Slow fleet, collisions, downtime. Nav2 refactor, perception fusion, multi-agent planning. Zero collisions in 6 months.
KPI
+40%
warehouse throughput
Duration
14 mois
Team
7 engineers
Hub(s)
Tokyo
A fleet of 80 AGVs in a 42,000 m2 warehouse, two collisions per week and a capped throughput. The problem wasn't the robots, it was coordination.
The context
Japanese automated logistics industrial, 3,200 employees, Tokyo hub. Pilot warehouse near Nagoya, 80 AGVs deployed, aging ROS 1 navigation, monocular perception, individual planning with no fleet coordination.
The problem
- Warehouse throughput stagnant for 14 months
- Two collisions/week, one major every two months
- Cumulative downtime: 18% of production time
- Slow navigation in narrow corridors (60 cm margin)

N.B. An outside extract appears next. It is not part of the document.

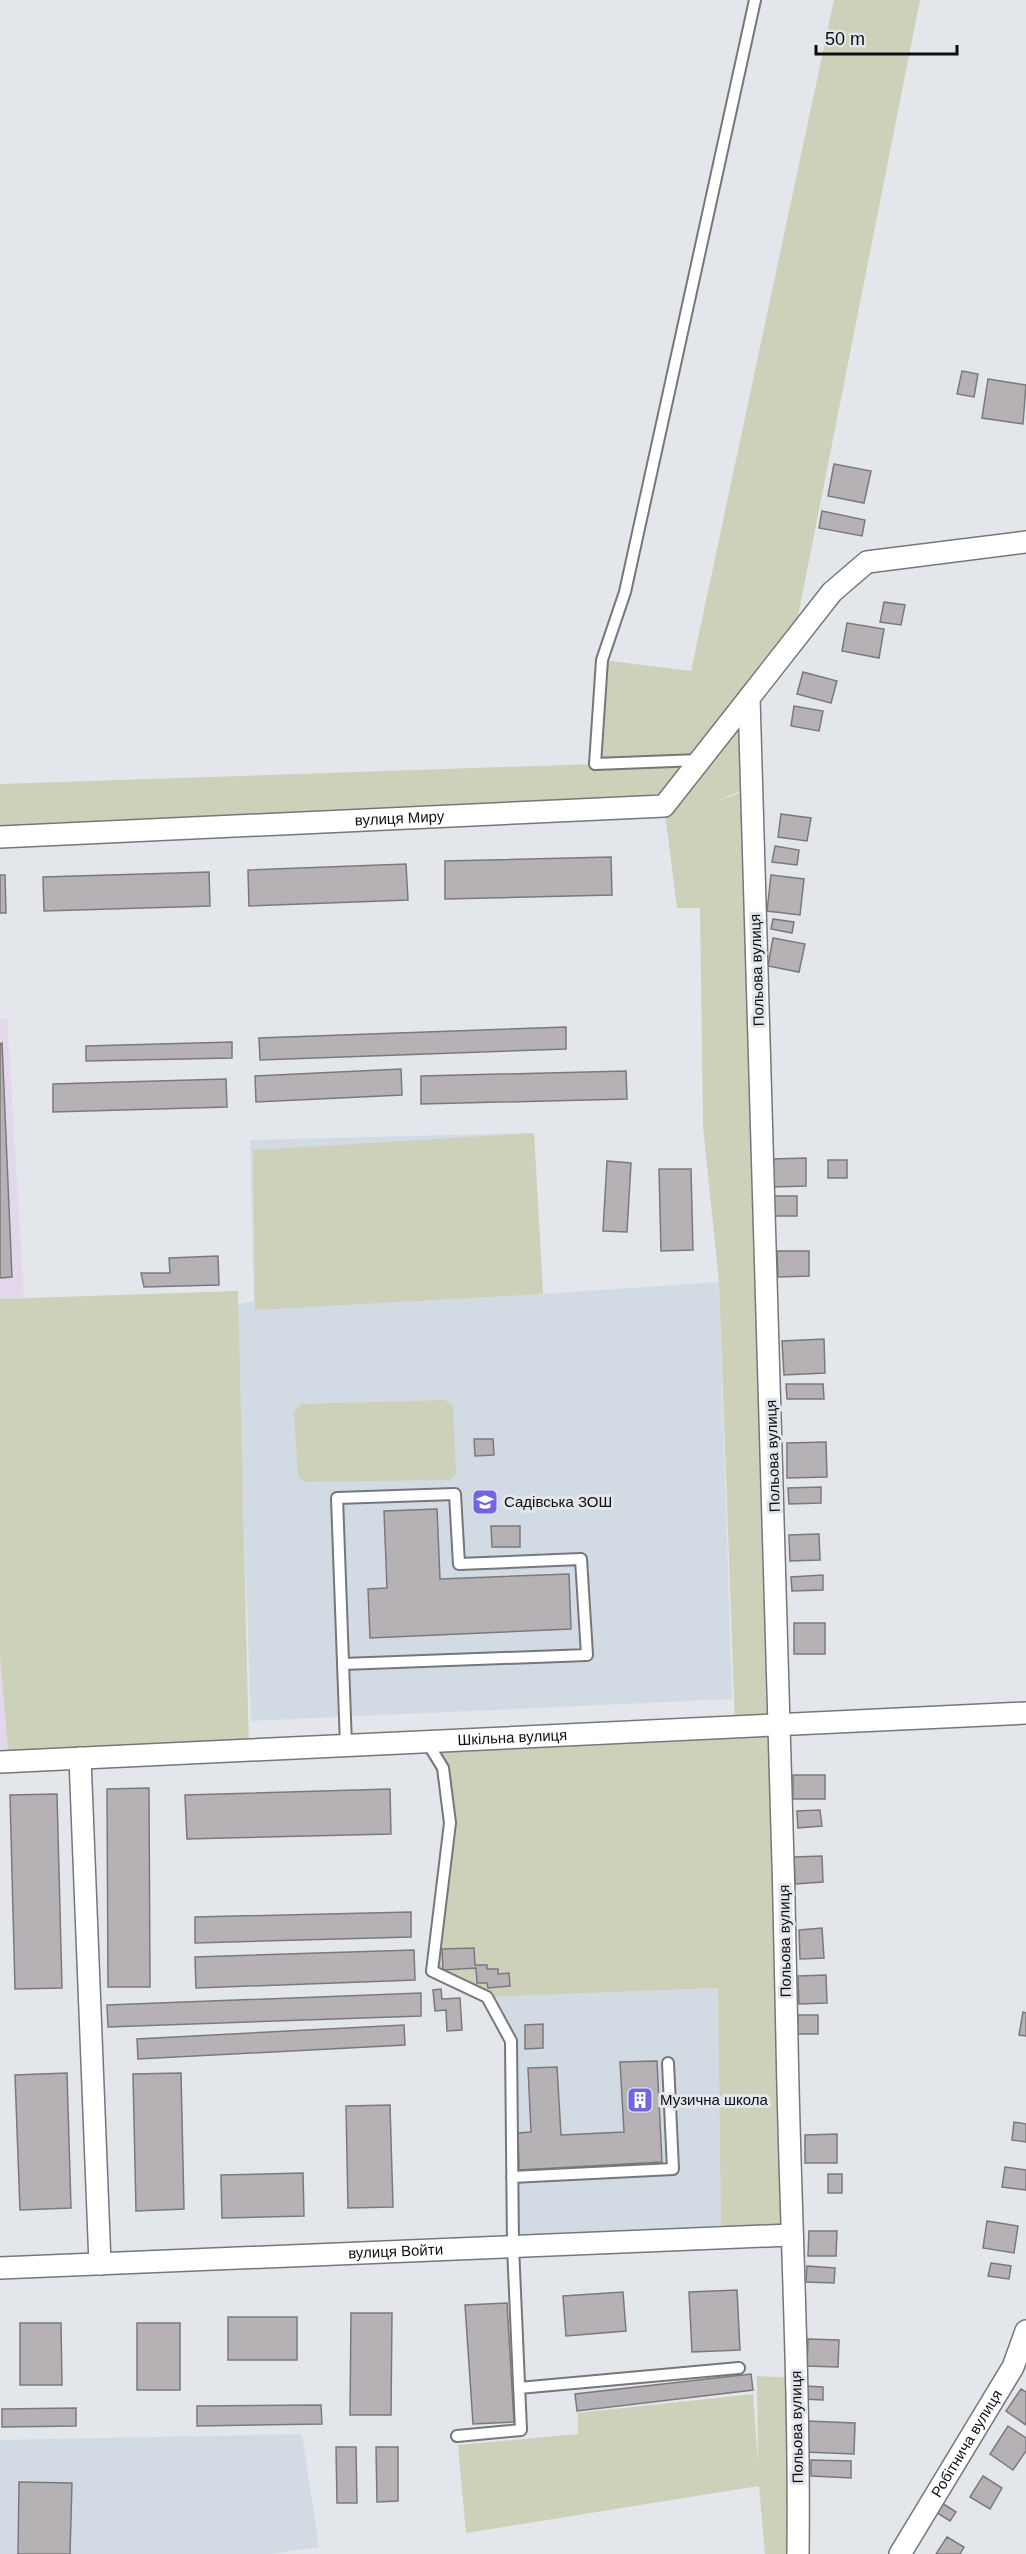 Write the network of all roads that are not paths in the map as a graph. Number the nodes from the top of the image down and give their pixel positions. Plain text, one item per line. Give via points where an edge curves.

- ROS 1 EOL scheduled, no more security support
The approach
Complete overhaul on ROS 2 Humble with Nav2, LiDAR + RGBD camera sensor fusion for 3D perception, multi-agent planning via Conflict-Based Search. Intensive validation in Isaac simulation before any physical deployment.
The technical pillars
- Perception stack in Rust (p99 latency under 30 ms)
- Customized Nav2 with dynamic costmap shared between agents
- CBS solver for real-time multi-AGV conflict resolution
- Isaac Sim simulation with digital twin of the full warehouse
- Rollout in batches of 10 AGVs, ROS 1 fallback maintained for two months
The stack
- ROS 2 Humble, Nav2, MoveIt 2
- Rust for perception and low-level control
- Cyclone DDS for middleware, fine QoS tuning
- Isaac Sim for validation, Foxglove for observability
- Intel RealSense D455 cameras, Velodyne VLP-16 LiDAR
The results
- Warehouse throughput: +40%
- Collisions: zero over 6 months post full deployment
- Cumulative downtime: 18% to 4%
- Average AGV speed in corridor: +28%
- Migration with no production interruption (24/7 maintained)
« The Abbeal team understood our Genchi Genbutsu culture: go see on the ground. They spent three weeks observing our operators before the first line of code. »
What we learned
Cyclone DDS is superior to Fast DDS for our case (deterministic latency), but requires serious QoS tuning. The CBS solver scales up to 80 agents, beyond that you need a hierarchical approach. Honest mistake: we underestimated LiDAR calibration time (two weeks more than planned). To redo: involve warehouse operators from the simulation phase, their feedback avoided three bad design decisions.